* _ACTIVITY_: Read the lines below. Copy out any that hold the string "Cori".

* _MATERIAL PROVIDED_:
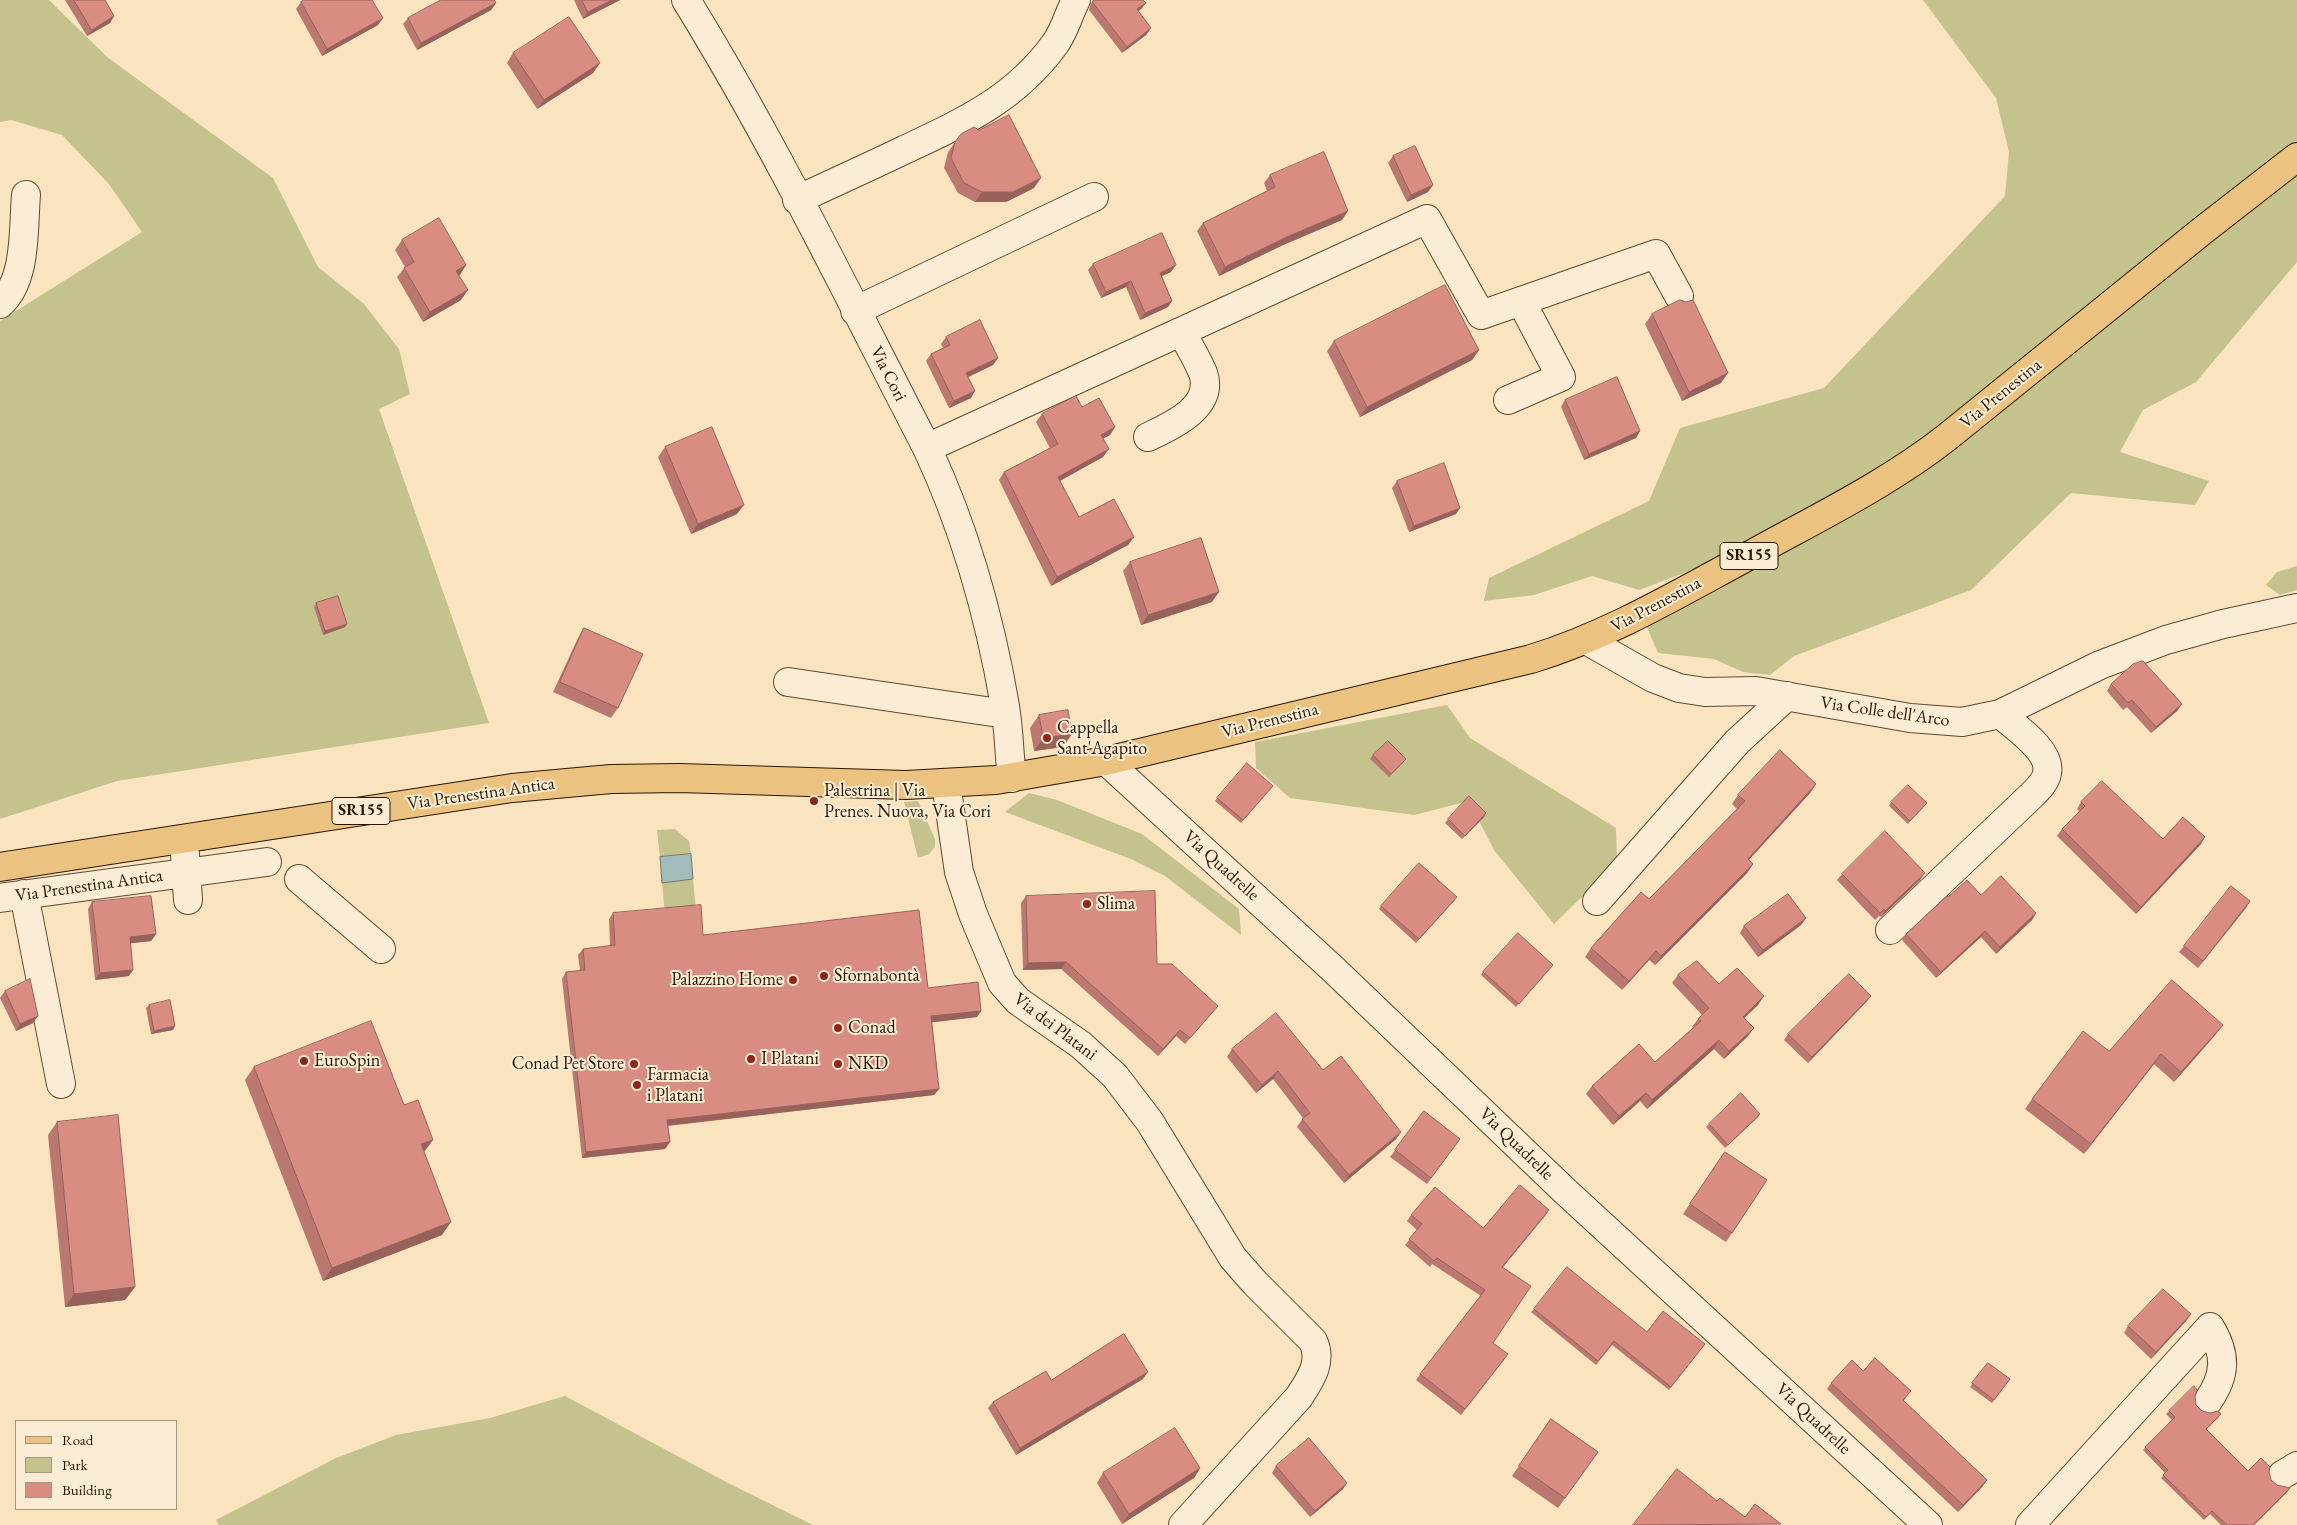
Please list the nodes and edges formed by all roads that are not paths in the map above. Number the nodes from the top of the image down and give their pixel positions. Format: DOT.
graph roads {
  1 [pos="686,0"];
  2 [pos="1076,0"];
  3 [pos="2297,157"];
  4 [pos="26,195"];
  5 [pos="1094,197"];
  6 [pos="798,200"];
  7 [pos="1679,296"];
  8 [pos="1521,301"];
  9 [pos="0,304"];
  10 [pos="856,311"];
  11 [pos="1182,332"];
  12 [pos="1508,400"];
  13 [pos="1148,437"];
  14 [pos="927,448"];
  15 [pos="2297,608"];
  16 [pos="1586,640"];
  17 [pos="788,682"];
  18 [pos="1787,696"];
  19 [pos="1006,714"];
  20 [pos="2000,714"];
  21 [pos="1106,761"];
  22 [pos="1012,778"];
  23 [pos="946,783"];
  24 [pos="184,840"];
  25 [pos="267,862"];
  26 [pos="0,867"];
  27 [pos="186,873"];
  28 [pos="300,879"];
  29 [pos="12,896"];
  30 [pos="188,900"];
  31 [pos="1597,901"];
  32 [pos="1890,930"];
  33 [pos="381,949"];
  34 [pos="61,1084"];
  35 [pos="2208,1401"];
  36 [pos="1183,1525"];
  37 [pos="1928,1525"];
  38 [pos="2030,1525"];
  1 -- 6 [label="street, Via Cori"];
  2 -- 6 [label="street"];
  3 -- 16 [label="main road, Via Prenestina / SR155"];
  4 -- 9 [label="street"];
  5 -- 10 [label="street"];
  6 -- 10 [label="street, Via Cori"];
  7 -- 8 [label="street"];
  8 -- 11 [label="street"];
  8 -- 12 [label="street"];
  10 -- 14 [label="street, Via Cori"];
  11 -- 13 [label="street"];
  11 -- 14 [label="street"];
  14 -- 19 [label="street, Via Cori"];
  15 -- 20 [label="street, Via Colle dell'Arco"];
  16 -- 18 [label="street, Via Colle dell'Arco"];
  16 -- 21 [label="main road, Via Prenestina / SR155"];
  17 -- 19 [label="street"];
  18 -- 20 [label="street, Via Colle dell'Arco"];
  18 -- 31 [label="street"];
  19 -- 22 [label="street, Via Cori"];
  20 -- 32 [label="street"];
  21 -- 22 [label="main road, SR155"];
  21 -- 37 [label="street, Via Quadrelle"];
  22 -- 23 [label="main road, SR155"];
  23 -- 24 [label="main road, Via Prenestina Antica / SR155"];
  23 -- 36 [label="street, Via dei Platani"];
  24 -- 26 [label="main road, Via Prenestina Antica / SR155"];
  24 -- 27 [label="street"];
  25 -- 27 [label="street, Via Prenestina Antica"];
  27 -- 29 [label="street, Via Prenestina Antica"];
  27 -- 30 [label="street"];
  28 -- 33 [label="street"];
  29 -- 34 [label="street"];
  35 -- 38 [label="street"];
}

* _REPLY TO THE EXERCISE_:
  1 -- 6 [label="street, Via Cori"];
  6 -- 10 [label="street, Via Cori"];
  10 -- 14 [label="street, Via Cori"];
  14 -- 19 [label="street, Via Cori"];
  19 -- 22 [label="street, Via Cori"];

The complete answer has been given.